その「燦々と降り積もる夜は」も「ONE MORE SHABON」に収録された、タイトルからもわかるように冬の曲であるのだが、
「何を言ったって僕はこの日常も
楽しく生きるよ 一人は嫌いじゃない
誰に見せるわけでもない
服を着たりして」
というフレーズは明らかに一緒にいた人が居なくなってしまった喪失感とも、コロナ禍によって生活様式が変わってしまったこととも取れるような、今そのものが刻まれた歌詞であるのだが、アルバム全体を通してリズムが本当に複雑だ。手拍子をする箇所は確かにイーブンな感覚で手拍子を打てるのだけれど、他の箇所は変拍子と言っていいくらいにリズムが変わっていくし、それはある意味ではライブにおいてはノリにくさにも繋がるし、ひいてはポップさ、キャッチーさからは遠ざかっていきがちなものでもあるのだが、そうしたリズムの曲をこんなにもキャッチーなメロディと融合させることによって、どこまでもポップな曲として昇華して響かせることができる。
自分が「ONE MORE SHABON」を1回目に聴いて思ったのはそんな感覚だったし、3枚目のフルアルバムになっても初めて聴いた時とは全く違う衝撃を与えてくれる。我々の予想や想像を遥かに超えるようなスピードで秋山黄色は日々進化しているのである。

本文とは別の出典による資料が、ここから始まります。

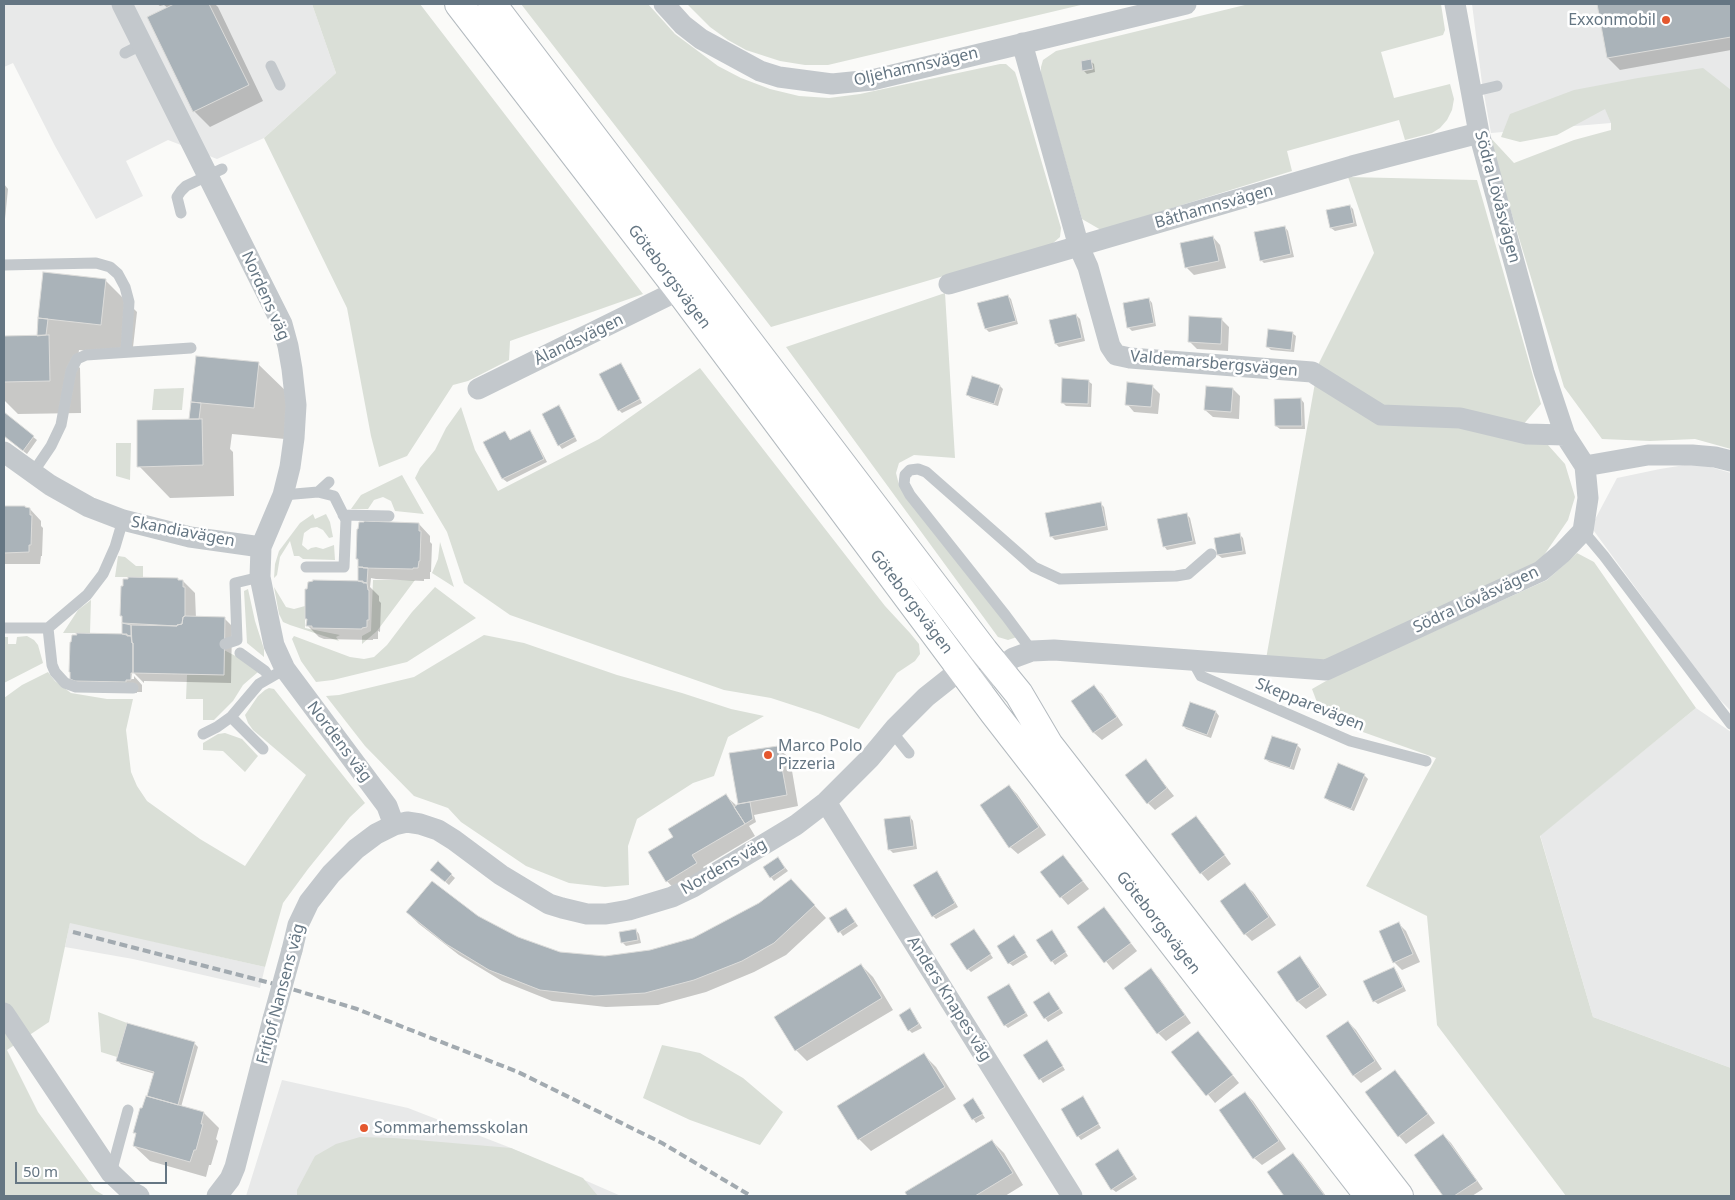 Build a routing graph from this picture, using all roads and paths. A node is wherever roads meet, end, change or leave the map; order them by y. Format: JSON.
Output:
{"nodes":[{"id":1,"x":122,"y":4,"type":"edge"},
{"id":2,"x":458,"y":4,"type":"edge"},
{"id":3,"x":492,"y":4,"type":"edge"},
{"id":4,"x":664,"y":4,"type":"edge"},
{"id":5,"x":1186,"y":4,"type":"edge"},
{"id":6,"x":1455,"y":4,"type":"edge"},
{"id":7,"x":1022,"y":43,"type":"junction"},
{"id":8,"x":271,"y":66,"type":"dead end"},
{"id":9,"x":280,"y":85,"type":"dead end"},
{"id":10,"x":1497,"y":86,"type":"dead end"},
{"id":11,"x":1471,"y":92,"type":"junction"},
{"id":12,"x":1479,"y":133,"type":"junction"},
{"id":13,"x":215,"y":172,"type":"junction"},
{"id":14,"x":181,"y":213,"type":"dead end"},
{"id":15,"x":1080,"y":247,"type":"junction"},
{"id":16,"x":4,"y":265,"type":"edge"},
{"id":17,"x":949,"y":284,"type":"dead end"},
{"id":18,"x":679,"y":290,"type":"junction"},
{"id":19,"x":191,"y":348,"type":"dead end"},
{"id":20,"x":126,"y":351,"type":"junction"},
{"id":21,"x":478,"y":389,"type":"dead end"},
{"id":22,"x":1565,"y":435,"type":"junction"},
{"id":23,"x":4,"y":452,"type":"edge"},
{"id":24,"x":1731,"y":461,"type":"edge"},
{"id":25,"x":1585,"y":466,"type":"junction"},
{"id":26,"x":32,"y":474,"type":"junction"},
{"id":27,"x":329,"y":482,"type":"dead end"},
{"id":28,"x":318,"y":492,"type":"junction"},
{"id":29,"x":283,"y":495,"type":"junction"},
{"id":30,"x":343,"y":515,"type":"junction"},
{"id":31,"x":389,"y":516,"type":"dead end"},
{"id":32,"x":123,"y":520,"type":"junction"},
{"id":33,"x":1583,"y":531,"type":"junction"},
{"id":34,"x":261,"y":547,"type":"junction"},
{"id":35,"x":1211,"y":554,"type":"dead end"},
{"id":36,"x":306,"y":567,"type":"dead end"},
{"id":37,"x":260,"y":577,"type":"junction"},
{"id":38,"x":4,"y":628,"type":"edge"},
{"id":39,"x":48,"y":628,"type":"junction"},
{"id":40,"x":224,"y":644,"type":"dead end"},
{"id":41,"x":1032,"y":651,"type":"junction"},
{"id":42,"x":240,"y":653,"type":"dead end"},
{"id":43,"x":992,"y":660,"type":"junction"},
{"id":44,"x":1197,"y":660,"type":"junction"},
{"id":45,"x":277,"y":673,"type":"junction"},
{"id":46,"x":968,"y":678,"type":"junction"},
{"id":47,"x":133,"y":688,"type":"dead end"},
{"id":48,"x":230,"y":716,"type":"junction"},
{"id":49,"x":1731,"y":724,"type":"edge"},
{"id":50,"x":892,"y":732,"type":"junction"},
{"id":51,"x":203,"y":734,"type":"dead end"},
{"id":52,"x":263,"y":749,"type":"dead end"},
{"id":53,"x":909,"y":753,"type":"dead end"},
{"id":54,"x":1426,"y":761,"type":"dead end"},
{"id":55,"x":826,"y":802,"type":"junction"},
{"id":56,"x":394,"y":824,"type":"junction"},
{"id":57,"x":4,"y":1013,"type":"edge"},
{"id":58,"x":128,"y":1110,"type":"dead end"},
{"id":59,"x":111,"y":1172,"type":"junction"},
{"id":60,"x":139,"y":1196,"type":"edge"},
{"id":61,"x":217,"y":1196,"type":"edge"},
{"id":62,"x":1072,"y":1196,"type":"edge"},
{"id":63,"x":1369,"y":1196,"type":"edge"},
{"id":64,"x":1399,"y":1196,"type":"edge"}],
"edges":[{"from":1,"to":13,"type":"street","name":"Nordens väg"},
{"from":2,"to":18,"type":"main road","name":"Göteborgsvägen"},
{"from":3,"to":43,"type":"main road","name":"Göteborgsvägen"},
{"from":4,"to":7,"type":"street","name":"Oljehamnsvägen"},
{"from":5,"to":7,"type":"street","name":"Oljehamnsvägen"},
{"from":6,"to":11,"type":"street","name":"Södra Lövåsvägen"},
{"from":7,"to":15,"type":"street","name":"Valdemarsbergsvägen"},
{"from":8,"to":9,"type":"lane"},
{"from":10,"to":11,"type":"lane"},
{"from":11,"to":12,"type":"street","name":"Södra Lövåsvägen"},
{"from":12,"to":15,"type":"street","name":"Båthamnsvägen"},
{"from":12,"to":22,"type":"street","name":"Södra Lövåsvägen"},
{"from":13,"to":14,"type":"lane"},
{"from":13,"to":29,"type":"street","name":"Nordens väg"},
{"from":15,"to":17,"type":"street","name":"Båthamnsvägen"},
{"from":15,"to":22,"type":"street","name":"Valdemarsbergsvägen"},
{"from":16,"to":20,"type":"lane"},
{"from":18,"to":21,"type":"street","name":"Ålandsvägen"},
{"from":18,"to":46,"type":"main road","name":"Göteborgsvägen"},
{"from":19,"to":20,"type":"lane"},
{"from":20,"to":26,"type":"lane"},
{"from":22,"to":25,"type":"street","name":"Södra Lövåsvägen"},
{"from":23,"to":26,"type":"street","name":"Skandiavägen"},
{"from":24,"to":25,"type":"street"},
{"from":25,"to":33,"type":"street","name":"Södra Lövåsvägen"},
{"from":26,"to":32,"type":"street","name":"Skandiavägen"},
{"from":27,"to":28,"type":"lane"},
{"from":28,"to":29,"type":"lane"},
{"from":28,"to":30,"type":"lane"},
{"from":29,"to":34,"type":"street","name":"Nordens väg"},
{"from":30,"to":31,"type":"lane"},
{"from":30,"to":36,"type":"lane"},
{"from":32,"to":34,"type":"street","name":"Skandiavägen"},
{"from":32,"to":39,"type":"lane"},
{"from":33,"to":44,"type":"street","name":"Södra Lövåsvägen"},
{"from":33,"to":49,"type":"lane"},
{"from":34,"to":37,"type":"street","name":"Nordens väg"},
{"from":35,"to":41,"type":"lane"},
{"from":37,"to":40,"type":"lane"},
{"from":37,"to":45,"type":"street","name":"Nordens väg"},
{"from":38,"to":39,"type":"lane"},
{"from":39,"to":47,"type":"lane"},
{"from":41,"to":43,"type":"street","name":"Södra Lövåsvägen"},
{"from":41,"to":44,"type":"street","name":"Södra Lövåsvägen"},
{"from":42,"to":45,"type":"lane"},
{"from":43,"to":46,"type":"street","name":"Nordens väg"},
{"from":43,"to":64,"type":"main road","name":"Göteborgsvägen"},
{"from":44,"to":54,"type":"lane","name":"Skepparevägen"},
{"from":45,"to":48,"type":"lane"},
{"from":45,"to":56,"type":"street","name":"Nordens väg"},
{"from":46,"to":50,"type":"street","name":"Nordens väg"},
{"from":46,"to":63,"type":"main road","name":"Göteborgsvägen"},
{"from":48,"to":51,"type":"lane"},
{"from":48,"to":52,"type":"lane"},
{"from":50,"to":53,"type":"lane"},
{"from":50,"to":55,"type":"street","name":"Nordens väg"},
{"from":55,"to":56,"type":"street","name":"Nordens väg"},
{"from":55,"to":62,"type":"street","name":"Anders Knapes väg"},
{"from":56,"to":61,"type":"street","name":"Fritjof Nansens väg","bridge":true},
{"from":57,"to":59,"type":"street"},
{"from":58,"to":59,"type":"lane"},
{"from":59,"to":60,"type":"street"}]}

そんな「ONE MORE SHABON」の中でも屈指のメロディの美しさを、バラードと言ってもいいようなテンポと少し官能的とも言える歌詞で描いてみせる「あのこと?」は前半が秋山黄色のアコギでの弾き語りに同期のピアノなどのサウンドが重なり、2コーラス目からバンドサウンドが加わっていくというアレンジに。おそらく曲を作った時にはライブでの再現性を考えていないと思うのだが、この4人でのバンドとしてスタジオでライブのために練り上げてきた成果が見て取れるし、メンバーの演奏だけという固定観念なしに同期の音をライブで躊躇なく取り入れることができるというのは、形態こそバンドでありながらもソロアーティストであるという自由さ、フットワークの軽さによるものだろう。

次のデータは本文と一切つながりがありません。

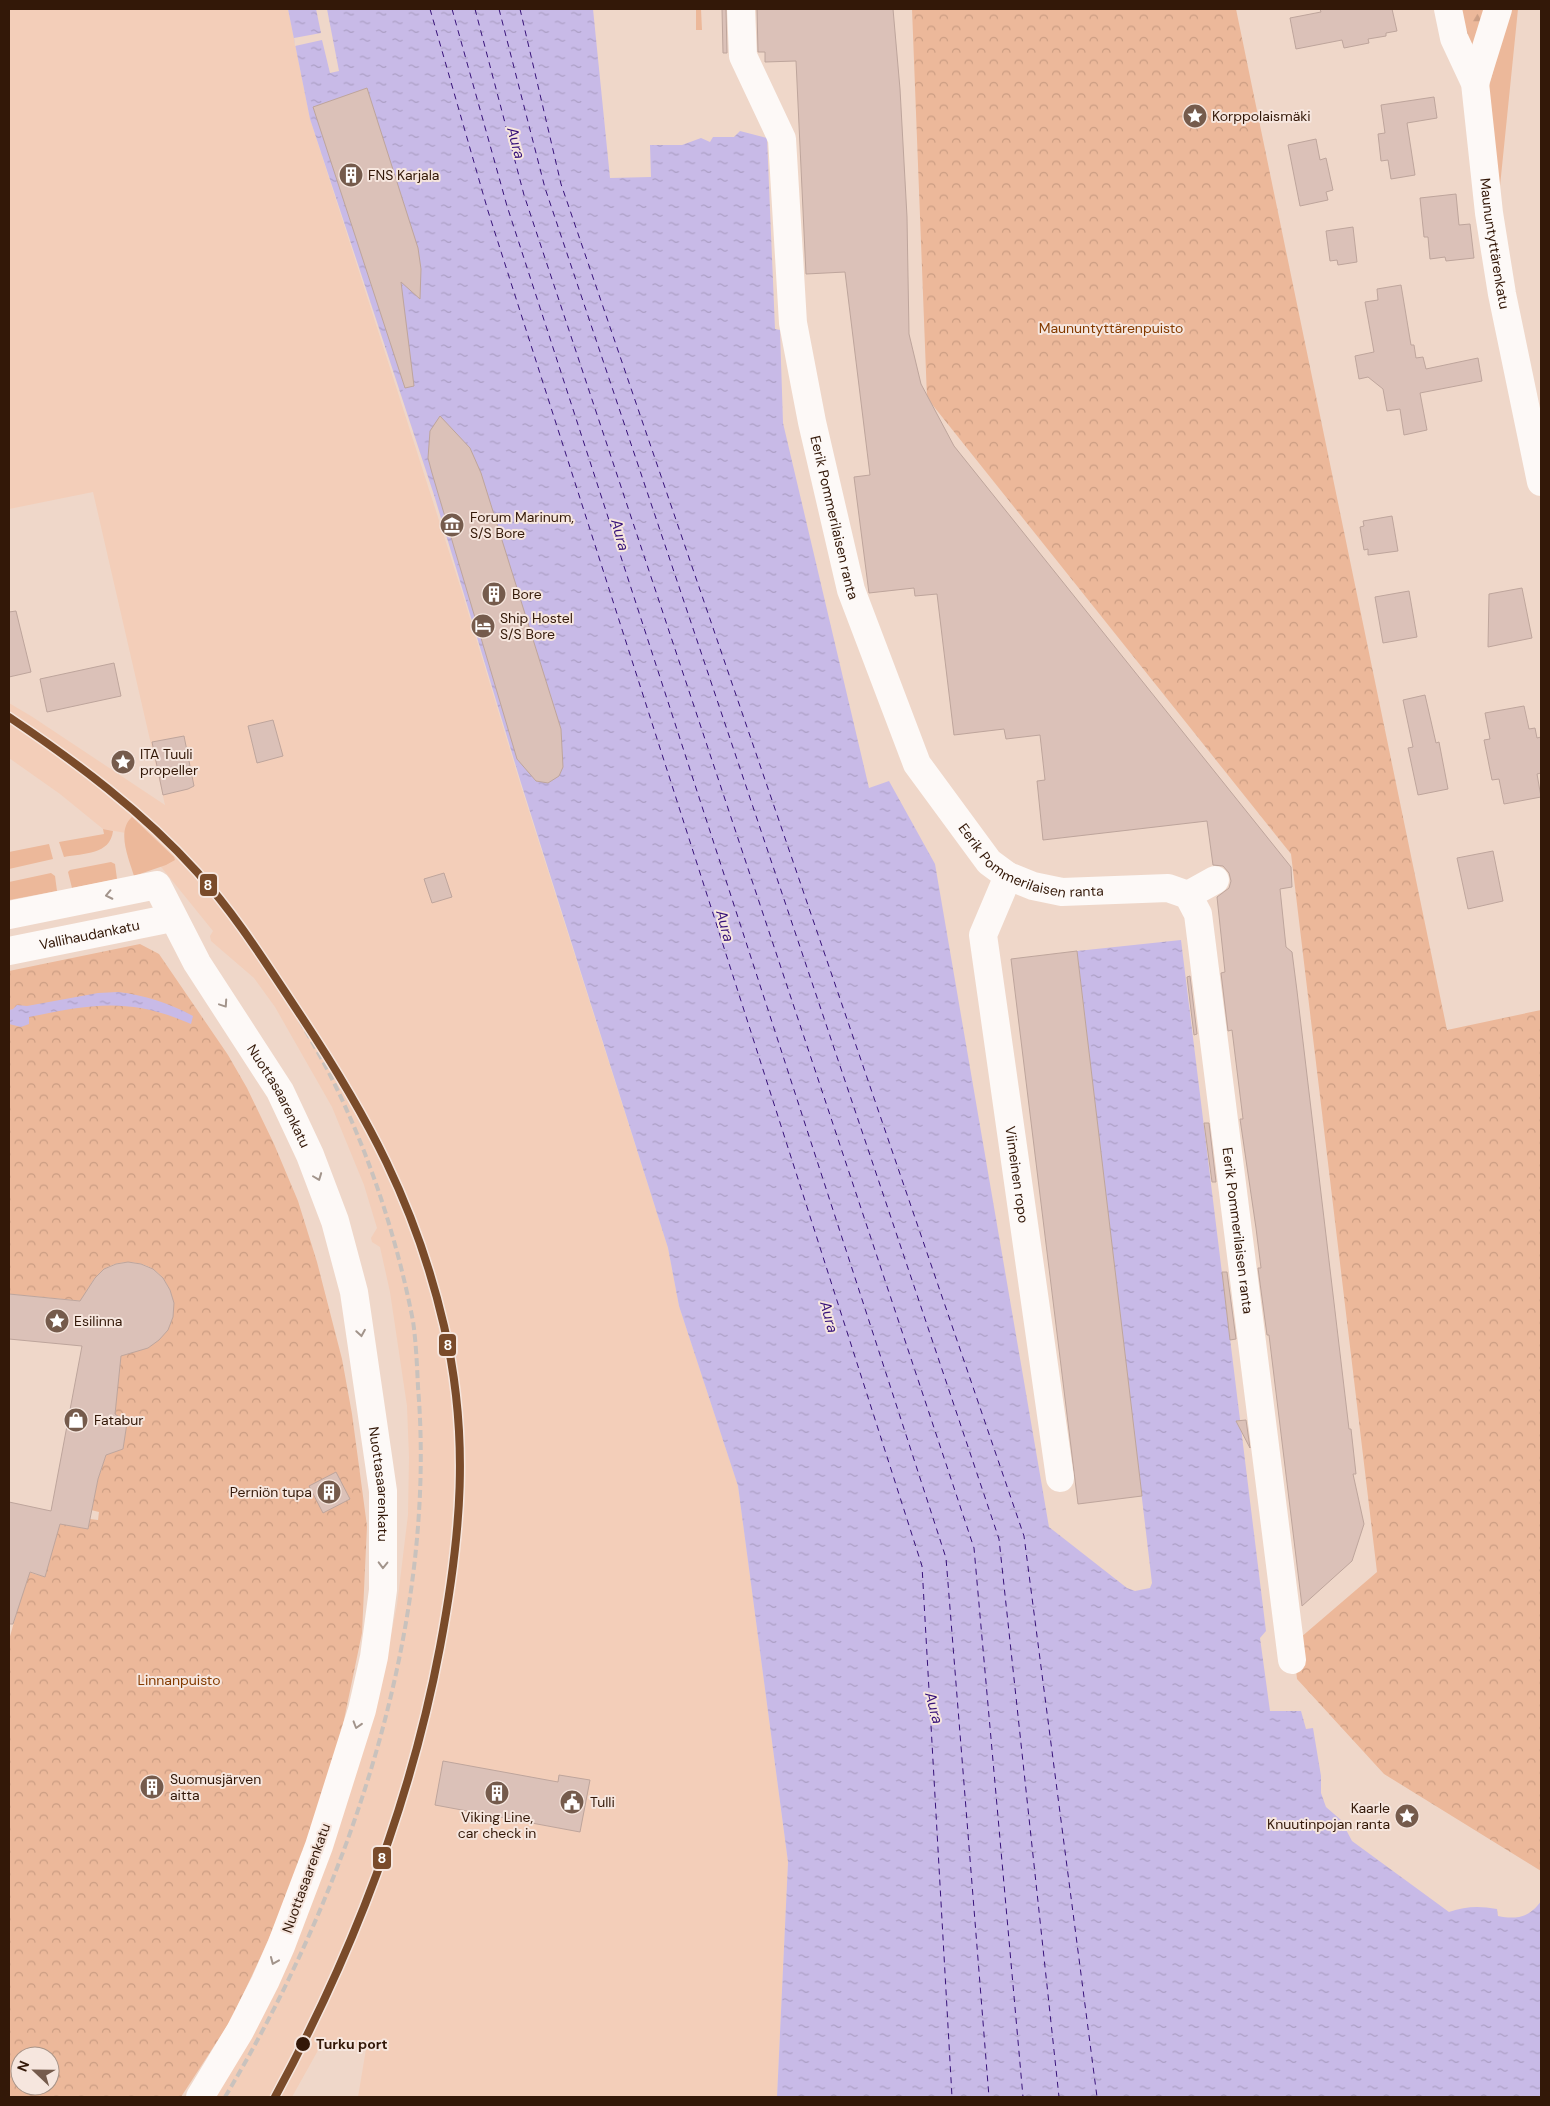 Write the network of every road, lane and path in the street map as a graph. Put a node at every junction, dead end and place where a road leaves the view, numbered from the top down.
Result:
1 (740, 9) edge
2 (1448, 9) edge
3 (1498, 9) edge
4 (1475, 83) junction
5 (1540, 473) edge
6 (1008, 876) junction
7 (1215, 880) dead end
8 (1188, 895) junction
9 (9, 915) edge
10 (172, 918) junction
11 (9, 951) edge
12 (1060, 1478) dead end
13 (1292, 1660) dead end
14 (200, 2097) edge

1 - 6 street, Eerik Pommerilaisen ranta
2 - 4 street, Maununtyttärenkatu
3 - 4 street
4 - 5 street, Maununtyttärenkatu
6 - 8 street, Eerik Pommerilaisen ranta
6 - 12 street, Viimeinen ropo
7 - 8 street
8 - 13 street, Eerik Pommerilaisen ranta
10 -> 9 street, Nuottasaarenkatu
10 - 11 street, Vallihaudankatu
10 -> 14 street, Nuottasaarenkatu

そのフットワークの軽さと、もはや奔放と言っていいような自由さは「Night park」での秋山黄色がハンドマイクを持って、バックトラックが流れる中で歌うという、ある意味ではJ-POPシンガーかのような形態によって極まるのであるが、やはりそれも途中からバンドサウンドに切り替わることによってこのメンバーが鳴らす生の音の力強さを感じさせてくれるし、それが最も顕著なのは
「聞こえてくるよ
4回ずつ鳴る生きてる証」
という歌詞の通りに打たれる4つ打ちのリズムがトラックから生のバスドラに変わる瞬間だろう。
「真夜中 浮かんだ分だけ涙が出て」
というサビのフレーズの「出て」の後にベースの音階が一つずつ計4つ上がっていくのも実に心地良いのだが、背面に設置された、アルバムタイトル通りにシャボン玉を思わせるようでもあり、角度によってはその前に吊るされた棒が針のように重なって時計のようにも見える円形のオブジェが薄暗いステージの中で色を変えながら輝くことによって、まさにこのステージの上がNight parkそのものであるかのように感じられる。時にはサンプラーを操作しながら、リズムに身を委ねるような秋山黄色の軽やかな身のこなしは、まるで夜の公園でスケボーなどを楽しんでいる少年かのように見える。何よりもサビに入った瞬間の歌唱は聴いている側の脳が覚醒するくらいに素晴らしい。本当に歌が上手いし、それによってこの曲たちを乗りこなし、ライブで爆発させていることがよくわかる。
秋山黄色が再びアコギを手にすると、
「夢を見て少し目が腫れた
違うのさ 風?何もかも…」
という歌い出しのフレーズがそのままタイトル通りに「うつつ」という幽玄な世界に我々を誘う。
「指先で壊せるほど脆い
光の下 みんな笑う世界
優しさは全てを変えてしまうよ」
という歌詞のフレーズのバーチャルの中を思わせながらも残酷なまでのリアルさも、
「真夏に食べたフルーチェのように
白く美しいままでは居られなかった」
という幼少期の記憶が、フレーズ通りに無垢なままでいることができなかった今の我々聞き手一人一人に重なっていく共感も、秋山黄色の歌詞は本当にキラーフレーズのみが積み重なって構成されている。これは個人的な観測であるが、いずれ秋山黄色は自身による何らかの形での書籍も世に送り出すことになると思う。それくらいにこの男の綴る言葉はリアルな心情描写としても、文学としても研ぎ澄まされていると思う。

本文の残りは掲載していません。